Co-authored-by: Haicheng Wu <haichengw@nvidia.com>
---
 include/cute/arch/copy_sm75.hpp    | 49 +++++++++++++++++++++---------
 include/cute/arch/util.hpp         | 41 +++++++++++++++++++++++--
 include/cutlass/arch/memory_sm75.h | 24 +++++----------
 3 files changed, 80 insertions(+), 34 deletions(-)

diff --git a/include/cute/arch/copy_sm75.hpp b/include/cute/arch/copy_sm75.hpp
index fda6340d35..58b4286482 100644
--- a/include/cute/arch/copy_sm75.hpp
+++ b/include/cute/arch/copy_sm75.hpp
@@ -35,8 +35,29 @@
 #include <cute/arch/copy.hpp>
 
 // Config
-#if (defined(__CUDA_ARCH__) && (__CUDA_ARCH__ >= 750))
-#  define CUTE_ARCH_LDSM_SM75_ENABLED
+#if defined(__clang__) && defined(__CUDA__)
+  // ldmatrix PTX instructions added in Clang 14: https://reviews.llvm.org/D107046
+  // ... but broken until Clang 15:
+  //   * https://reviews.llvm.org/D121666
+  //   * https://reviews.llvm.org/D126846
+  #define CUTE_ARCH_CLANG_SUPPORTS_LDSM_SM75 (__clang_major__ >= 15)
+#endif
+
+#if defined(__NVCC__) || defined(__CUDACC_RTC__)
+  // ldmatrix PTX instruction added in CUDA 10.2+
+  #define CUTE_ARCH_NVCC_SUPPORTS_LDSM_SM75 ((__CUDACC_VER_MAJOR__  == 10 && __CUDACC_VER_MINOR__ >= 2) || __CUDACC_VER_MAJOR__ >= 11)
+#endif
+
+#if ! defined(CUTE_ARCH_LDSM_SM75_SUPPORTED)

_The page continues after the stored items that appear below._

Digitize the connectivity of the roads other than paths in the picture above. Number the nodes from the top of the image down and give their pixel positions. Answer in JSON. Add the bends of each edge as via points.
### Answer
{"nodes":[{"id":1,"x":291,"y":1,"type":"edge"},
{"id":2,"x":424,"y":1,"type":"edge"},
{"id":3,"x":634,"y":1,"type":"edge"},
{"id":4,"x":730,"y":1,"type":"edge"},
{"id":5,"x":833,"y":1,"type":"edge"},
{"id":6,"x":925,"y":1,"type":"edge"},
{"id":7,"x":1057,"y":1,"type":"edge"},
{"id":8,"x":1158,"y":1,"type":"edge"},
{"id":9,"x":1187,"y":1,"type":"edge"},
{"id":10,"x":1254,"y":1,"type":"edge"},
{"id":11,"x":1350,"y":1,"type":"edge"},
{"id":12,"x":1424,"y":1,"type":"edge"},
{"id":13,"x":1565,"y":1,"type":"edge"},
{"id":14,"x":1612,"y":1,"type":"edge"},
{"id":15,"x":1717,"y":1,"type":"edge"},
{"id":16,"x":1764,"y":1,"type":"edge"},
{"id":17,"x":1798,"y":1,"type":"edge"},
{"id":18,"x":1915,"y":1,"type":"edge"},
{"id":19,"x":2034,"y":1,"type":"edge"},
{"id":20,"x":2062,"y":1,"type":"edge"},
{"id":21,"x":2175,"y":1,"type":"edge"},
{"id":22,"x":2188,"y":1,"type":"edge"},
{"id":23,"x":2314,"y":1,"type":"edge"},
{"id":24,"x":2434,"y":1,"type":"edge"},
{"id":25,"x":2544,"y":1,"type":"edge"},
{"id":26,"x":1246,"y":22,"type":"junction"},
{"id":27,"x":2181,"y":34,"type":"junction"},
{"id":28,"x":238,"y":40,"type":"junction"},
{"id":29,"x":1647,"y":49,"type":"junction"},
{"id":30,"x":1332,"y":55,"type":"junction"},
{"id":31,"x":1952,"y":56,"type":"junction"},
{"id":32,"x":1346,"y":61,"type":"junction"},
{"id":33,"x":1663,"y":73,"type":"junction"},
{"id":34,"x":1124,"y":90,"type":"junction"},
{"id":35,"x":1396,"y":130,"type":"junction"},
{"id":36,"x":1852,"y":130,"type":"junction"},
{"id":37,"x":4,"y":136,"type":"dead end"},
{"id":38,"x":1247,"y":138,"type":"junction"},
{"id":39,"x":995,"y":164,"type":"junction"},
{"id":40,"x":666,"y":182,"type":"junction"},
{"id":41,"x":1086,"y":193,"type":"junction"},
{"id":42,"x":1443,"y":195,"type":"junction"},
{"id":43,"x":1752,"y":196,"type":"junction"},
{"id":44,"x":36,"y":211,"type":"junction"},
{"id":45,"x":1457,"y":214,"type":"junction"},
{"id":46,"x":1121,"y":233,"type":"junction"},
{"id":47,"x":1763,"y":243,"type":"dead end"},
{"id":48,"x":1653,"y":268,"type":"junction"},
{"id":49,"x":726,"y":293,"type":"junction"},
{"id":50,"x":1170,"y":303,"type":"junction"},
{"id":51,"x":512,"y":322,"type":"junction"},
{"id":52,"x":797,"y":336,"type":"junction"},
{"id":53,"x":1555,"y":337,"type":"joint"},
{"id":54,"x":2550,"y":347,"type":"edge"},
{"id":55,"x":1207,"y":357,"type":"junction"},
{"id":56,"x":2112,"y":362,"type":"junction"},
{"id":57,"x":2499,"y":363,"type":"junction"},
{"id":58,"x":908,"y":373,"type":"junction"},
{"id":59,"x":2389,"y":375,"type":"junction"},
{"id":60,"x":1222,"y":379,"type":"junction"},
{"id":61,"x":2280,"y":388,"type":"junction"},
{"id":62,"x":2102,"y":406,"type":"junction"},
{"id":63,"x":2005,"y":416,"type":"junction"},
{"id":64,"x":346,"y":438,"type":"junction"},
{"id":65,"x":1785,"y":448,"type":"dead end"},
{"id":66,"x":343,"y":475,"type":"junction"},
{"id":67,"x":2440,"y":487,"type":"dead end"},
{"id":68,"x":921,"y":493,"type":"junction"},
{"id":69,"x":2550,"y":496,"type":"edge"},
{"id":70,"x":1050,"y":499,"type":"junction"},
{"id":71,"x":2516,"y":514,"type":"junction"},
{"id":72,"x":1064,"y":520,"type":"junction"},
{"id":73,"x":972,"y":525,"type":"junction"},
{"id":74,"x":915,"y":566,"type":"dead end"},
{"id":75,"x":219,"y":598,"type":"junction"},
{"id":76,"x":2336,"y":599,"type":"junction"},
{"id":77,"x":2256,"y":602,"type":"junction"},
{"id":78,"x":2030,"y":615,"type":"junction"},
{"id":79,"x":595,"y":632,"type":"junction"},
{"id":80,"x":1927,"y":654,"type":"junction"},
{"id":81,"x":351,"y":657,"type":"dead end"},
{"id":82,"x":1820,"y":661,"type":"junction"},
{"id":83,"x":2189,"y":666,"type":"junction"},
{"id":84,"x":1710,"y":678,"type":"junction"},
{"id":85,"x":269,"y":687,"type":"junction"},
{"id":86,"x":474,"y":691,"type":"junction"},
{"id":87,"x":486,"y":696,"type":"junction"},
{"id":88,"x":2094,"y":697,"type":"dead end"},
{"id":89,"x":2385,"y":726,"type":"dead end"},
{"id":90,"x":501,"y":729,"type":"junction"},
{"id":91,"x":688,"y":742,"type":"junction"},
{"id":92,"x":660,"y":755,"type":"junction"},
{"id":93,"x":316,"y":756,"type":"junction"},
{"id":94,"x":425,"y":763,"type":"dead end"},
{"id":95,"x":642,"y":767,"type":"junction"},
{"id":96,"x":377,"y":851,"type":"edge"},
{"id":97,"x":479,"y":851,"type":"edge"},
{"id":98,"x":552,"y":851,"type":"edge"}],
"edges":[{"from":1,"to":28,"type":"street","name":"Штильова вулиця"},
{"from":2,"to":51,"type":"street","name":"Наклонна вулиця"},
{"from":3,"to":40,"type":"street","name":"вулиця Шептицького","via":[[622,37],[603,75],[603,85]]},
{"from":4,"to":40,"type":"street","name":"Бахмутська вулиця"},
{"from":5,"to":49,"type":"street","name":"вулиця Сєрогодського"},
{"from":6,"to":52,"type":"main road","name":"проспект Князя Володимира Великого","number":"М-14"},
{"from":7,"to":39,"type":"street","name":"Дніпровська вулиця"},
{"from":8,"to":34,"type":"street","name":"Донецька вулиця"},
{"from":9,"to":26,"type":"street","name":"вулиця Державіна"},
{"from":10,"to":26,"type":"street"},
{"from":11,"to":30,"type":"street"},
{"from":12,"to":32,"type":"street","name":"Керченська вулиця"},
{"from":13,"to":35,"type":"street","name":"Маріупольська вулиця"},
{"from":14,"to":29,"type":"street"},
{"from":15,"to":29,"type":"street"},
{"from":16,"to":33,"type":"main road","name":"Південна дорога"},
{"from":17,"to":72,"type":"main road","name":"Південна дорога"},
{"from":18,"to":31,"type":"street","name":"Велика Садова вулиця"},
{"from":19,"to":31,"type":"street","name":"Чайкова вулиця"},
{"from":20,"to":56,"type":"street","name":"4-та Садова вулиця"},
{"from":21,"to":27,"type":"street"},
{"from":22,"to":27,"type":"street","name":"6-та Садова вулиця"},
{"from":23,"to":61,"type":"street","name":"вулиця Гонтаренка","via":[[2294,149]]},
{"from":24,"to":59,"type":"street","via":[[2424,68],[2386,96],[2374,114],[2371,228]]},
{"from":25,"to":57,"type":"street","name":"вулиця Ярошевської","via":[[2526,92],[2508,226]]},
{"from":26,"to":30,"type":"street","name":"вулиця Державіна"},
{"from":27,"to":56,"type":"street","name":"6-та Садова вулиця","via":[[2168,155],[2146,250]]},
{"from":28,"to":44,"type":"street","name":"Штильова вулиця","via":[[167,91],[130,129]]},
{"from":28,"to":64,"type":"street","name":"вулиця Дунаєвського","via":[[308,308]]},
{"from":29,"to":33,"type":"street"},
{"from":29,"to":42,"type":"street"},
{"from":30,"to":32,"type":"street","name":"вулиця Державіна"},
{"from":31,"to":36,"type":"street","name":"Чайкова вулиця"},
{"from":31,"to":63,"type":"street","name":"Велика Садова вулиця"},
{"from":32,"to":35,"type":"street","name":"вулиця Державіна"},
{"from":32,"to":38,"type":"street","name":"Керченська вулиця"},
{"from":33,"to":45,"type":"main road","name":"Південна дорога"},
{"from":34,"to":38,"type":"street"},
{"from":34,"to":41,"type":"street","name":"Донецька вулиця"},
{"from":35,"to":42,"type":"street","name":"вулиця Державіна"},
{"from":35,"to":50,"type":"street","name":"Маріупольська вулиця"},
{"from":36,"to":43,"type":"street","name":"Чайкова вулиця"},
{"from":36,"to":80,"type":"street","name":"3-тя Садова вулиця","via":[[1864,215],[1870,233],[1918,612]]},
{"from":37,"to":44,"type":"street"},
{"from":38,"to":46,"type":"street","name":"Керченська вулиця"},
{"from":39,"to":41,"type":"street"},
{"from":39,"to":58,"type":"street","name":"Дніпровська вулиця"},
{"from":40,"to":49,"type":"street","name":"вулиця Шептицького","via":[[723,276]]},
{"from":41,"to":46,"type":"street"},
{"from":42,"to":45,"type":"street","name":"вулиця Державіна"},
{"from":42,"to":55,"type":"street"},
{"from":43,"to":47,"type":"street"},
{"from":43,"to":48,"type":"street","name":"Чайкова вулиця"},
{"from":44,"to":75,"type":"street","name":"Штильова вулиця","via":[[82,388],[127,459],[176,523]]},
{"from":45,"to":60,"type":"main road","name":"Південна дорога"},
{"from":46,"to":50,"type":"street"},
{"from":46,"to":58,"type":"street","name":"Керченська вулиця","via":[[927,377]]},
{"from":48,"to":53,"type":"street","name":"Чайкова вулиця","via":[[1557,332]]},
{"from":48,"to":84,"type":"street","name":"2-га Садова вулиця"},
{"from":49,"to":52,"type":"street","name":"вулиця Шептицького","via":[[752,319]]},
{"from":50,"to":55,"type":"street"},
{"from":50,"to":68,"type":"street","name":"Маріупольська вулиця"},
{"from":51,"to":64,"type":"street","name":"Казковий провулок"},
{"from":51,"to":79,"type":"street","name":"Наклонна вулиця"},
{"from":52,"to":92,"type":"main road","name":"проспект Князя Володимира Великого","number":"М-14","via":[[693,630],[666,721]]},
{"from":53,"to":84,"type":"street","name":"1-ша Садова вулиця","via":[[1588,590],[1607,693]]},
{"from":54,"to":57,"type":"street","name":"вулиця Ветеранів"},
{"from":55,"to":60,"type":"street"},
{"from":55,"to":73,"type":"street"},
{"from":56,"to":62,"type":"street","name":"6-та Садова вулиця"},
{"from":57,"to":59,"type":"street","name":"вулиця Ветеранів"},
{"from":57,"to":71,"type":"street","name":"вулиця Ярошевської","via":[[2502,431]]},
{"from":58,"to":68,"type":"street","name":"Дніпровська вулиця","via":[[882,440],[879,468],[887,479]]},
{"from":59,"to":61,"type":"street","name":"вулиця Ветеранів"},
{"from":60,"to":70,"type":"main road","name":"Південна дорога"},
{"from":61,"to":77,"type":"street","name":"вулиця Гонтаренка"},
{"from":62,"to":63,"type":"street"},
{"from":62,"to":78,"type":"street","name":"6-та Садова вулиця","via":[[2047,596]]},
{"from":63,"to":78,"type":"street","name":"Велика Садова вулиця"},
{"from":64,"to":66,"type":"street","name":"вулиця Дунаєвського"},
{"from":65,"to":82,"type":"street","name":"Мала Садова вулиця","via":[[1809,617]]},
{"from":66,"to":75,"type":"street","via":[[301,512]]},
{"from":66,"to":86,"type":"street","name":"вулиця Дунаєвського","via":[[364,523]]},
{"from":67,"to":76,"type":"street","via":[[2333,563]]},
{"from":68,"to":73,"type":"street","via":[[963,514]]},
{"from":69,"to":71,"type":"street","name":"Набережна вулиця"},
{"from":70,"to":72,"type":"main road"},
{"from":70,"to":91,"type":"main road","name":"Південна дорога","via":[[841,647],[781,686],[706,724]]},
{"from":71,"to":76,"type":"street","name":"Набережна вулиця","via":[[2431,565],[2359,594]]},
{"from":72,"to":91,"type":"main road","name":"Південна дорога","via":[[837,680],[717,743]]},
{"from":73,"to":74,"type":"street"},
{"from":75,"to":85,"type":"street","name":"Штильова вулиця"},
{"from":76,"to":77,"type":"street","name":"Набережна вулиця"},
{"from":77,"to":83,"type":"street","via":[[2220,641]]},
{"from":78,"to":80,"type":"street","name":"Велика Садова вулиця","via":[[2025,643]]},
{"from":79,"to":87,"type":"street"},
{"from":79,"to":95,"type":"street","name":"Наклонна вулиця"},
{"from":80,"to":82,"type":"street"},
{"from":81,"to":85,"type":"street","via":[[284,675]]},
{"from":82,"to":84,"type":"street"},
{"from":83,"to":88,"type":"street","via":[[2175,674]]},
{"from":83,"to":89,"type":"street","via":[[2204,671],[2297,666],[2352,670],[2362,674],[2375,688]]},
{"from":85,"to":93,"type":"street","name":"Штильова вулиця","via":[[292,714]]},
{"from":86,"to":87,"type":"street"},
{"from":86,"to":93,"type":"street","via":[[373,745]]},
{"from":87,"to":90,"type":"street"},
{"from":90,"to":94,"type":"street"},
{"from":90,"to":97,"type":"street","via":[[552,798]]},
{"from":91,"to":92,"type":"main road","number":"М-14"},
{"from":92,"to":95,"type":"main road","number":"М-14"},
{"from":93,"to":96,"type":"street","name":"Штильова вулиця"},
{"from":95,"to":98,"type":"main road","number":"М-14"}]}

+  #define CUTE_ARCH_LDSM_SM75_SUPPORTED (CUTE_ARCH_NVCC_SUPPORTS_LDSM_SM75 || CUTE_ARCH_CLANG_SUPPORTS_LDSM_SM75)
+#endif
+
+#if ! defined(CUTE_ARCH_LDSM_SM75_ENABLED)
+  #define CUTE_ARCH_LDSM_SM75_ENABLED (CUTE_ARCH_LDSM_SM75_SUPPORTED)
+#endif
+
+#if (CUTE_ARCH_LDSM_SM75_ENABLED) && defined(__CUDA_ARCH__) && __CUDA_ARCH__ >= 750
+  #define CUTE_ARCH_LDSM_SM75_ACTIVATED 1
 #endif
 
 namespace cute
@@ -51,13 +72,13 @@ struct SM75_U32x1_LDSM_N
   copy(uint128_t const& smem_src,
        uint32_t& dst)
   {
-#if defined(CUTE_ARCH_LDSM_SM75_ENABLED)
+#if defined(CUTE_ARCH_LDSM_SM75_ACTIVATED)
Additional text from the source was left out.